Source records
------------------------------------
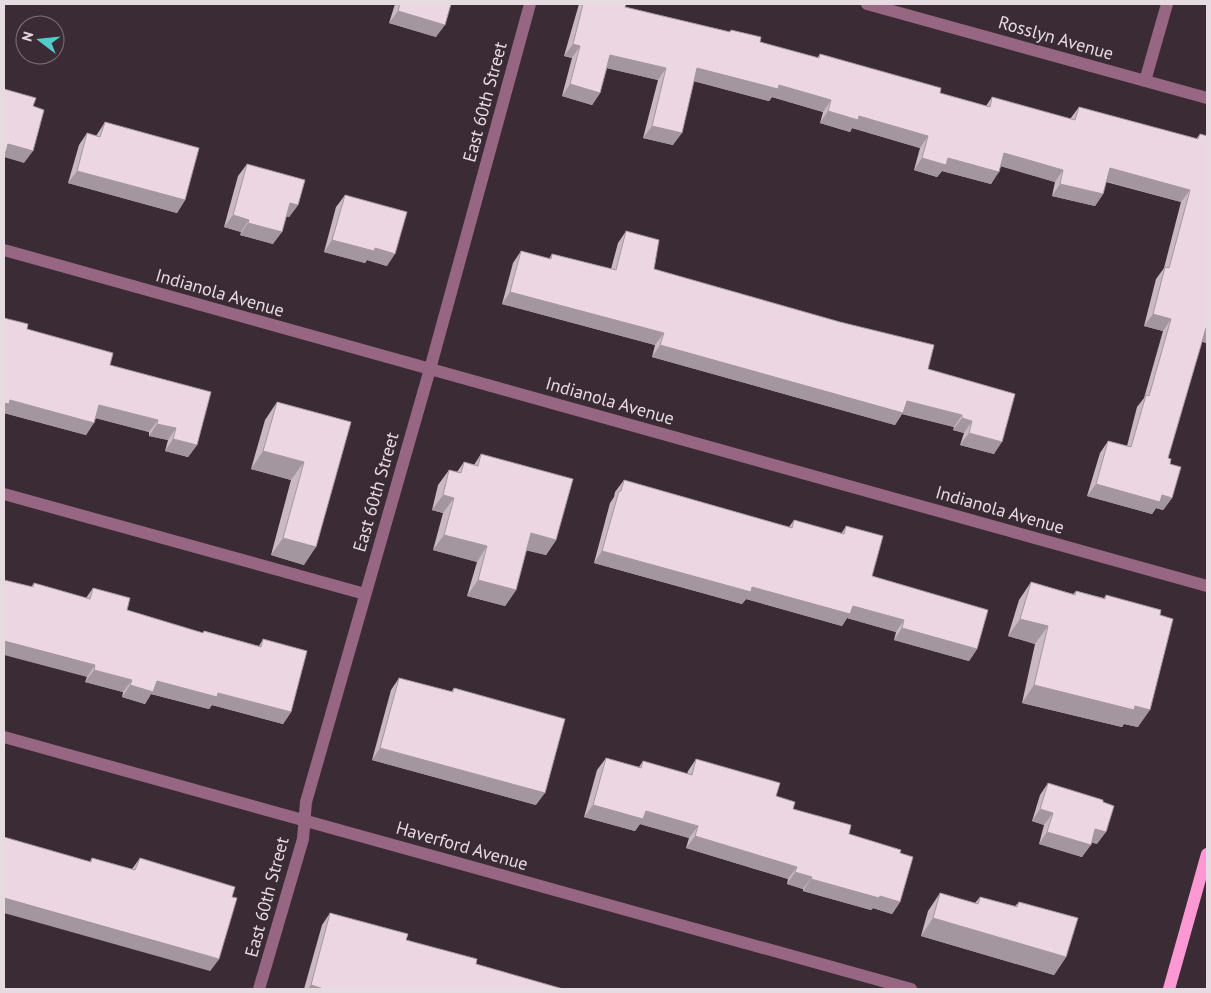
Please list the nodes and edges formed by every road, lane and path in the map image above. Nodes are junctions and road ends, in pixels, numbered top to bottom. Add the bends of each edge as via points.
1 (530, 4) edge
2 (867, 4) edge
3 (1167, 4) edge
4 (1146, 81) junction
5 (1207, 98) edge
6 (4, 250) edge
7 (430, 369) junction
8 (4, 494) edge
9 (1207, 586) edge
10 (365, 594) junction
11 (4, 737) edge
12 (303, 820) junction
13 (1207, 854) edge
14 (259, 989) edge
15 (911, 989) edge
16 (1169, 989) edge

1 - 7 street, East 60th Street
2 - 4 street, Rosslyn Avenue
3 - 4 street
4 - 5 street, Rosslyn Avenue
6 - 7 street, Indianola Avenue
7 - 9 street, Indianola Avenue
7 - 10 street, East 60th Street
8 - 10 street
10 - 12 street, East 60th Street
11 - 12 street, Haverford Avenue
12 - 14 street, East 60th Street via 303,838
12 - 15 street, Haverford Avenue
13 - 16 main road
------------------------------------
Work item
Would you repeat the entries exactly, but with no pictures?

Response box
Please list the nodes and edges formed by every road, lane and path in the map image above. Nodes are junctions and road ends, in pixels, numbered top to bottom. Add the bends of each edge as via points.
1 (530, 4) edge
2 (867, 4) edge
3 (1167, 4) edge
4 (1146, 81) junction
5 (1207, 98) edge
6 (4, 250) edge
7 (430, 369) junction
8 (4, 494) edge
9 (1207, 586) edge
10 (365, 594) junction
11 (4, 737) edge
12 (303, 820) junction
13 (1207, 854) edge
14 (259, 989) edge
15 (911, 989) edge
16 (1169, 989) edge

1 - 7 street, East 60th Street
2 - 4 street, Rosslyn Avenue
3 - 4 street
4 - 5 street, Rosslyn Avenue
6 - 7 street, Indianola Avenue
7 - 9 street, Indianola Avenue
7 - 10 street, East 60th Street
8 - 10 street
10 - 12 street, East 60th Street
11 - 12 street, Haverford Avenue
12 - 14 street, East 60th Street via 303,838
12 - 15 street, Haverford Avenue
13 - 16 main road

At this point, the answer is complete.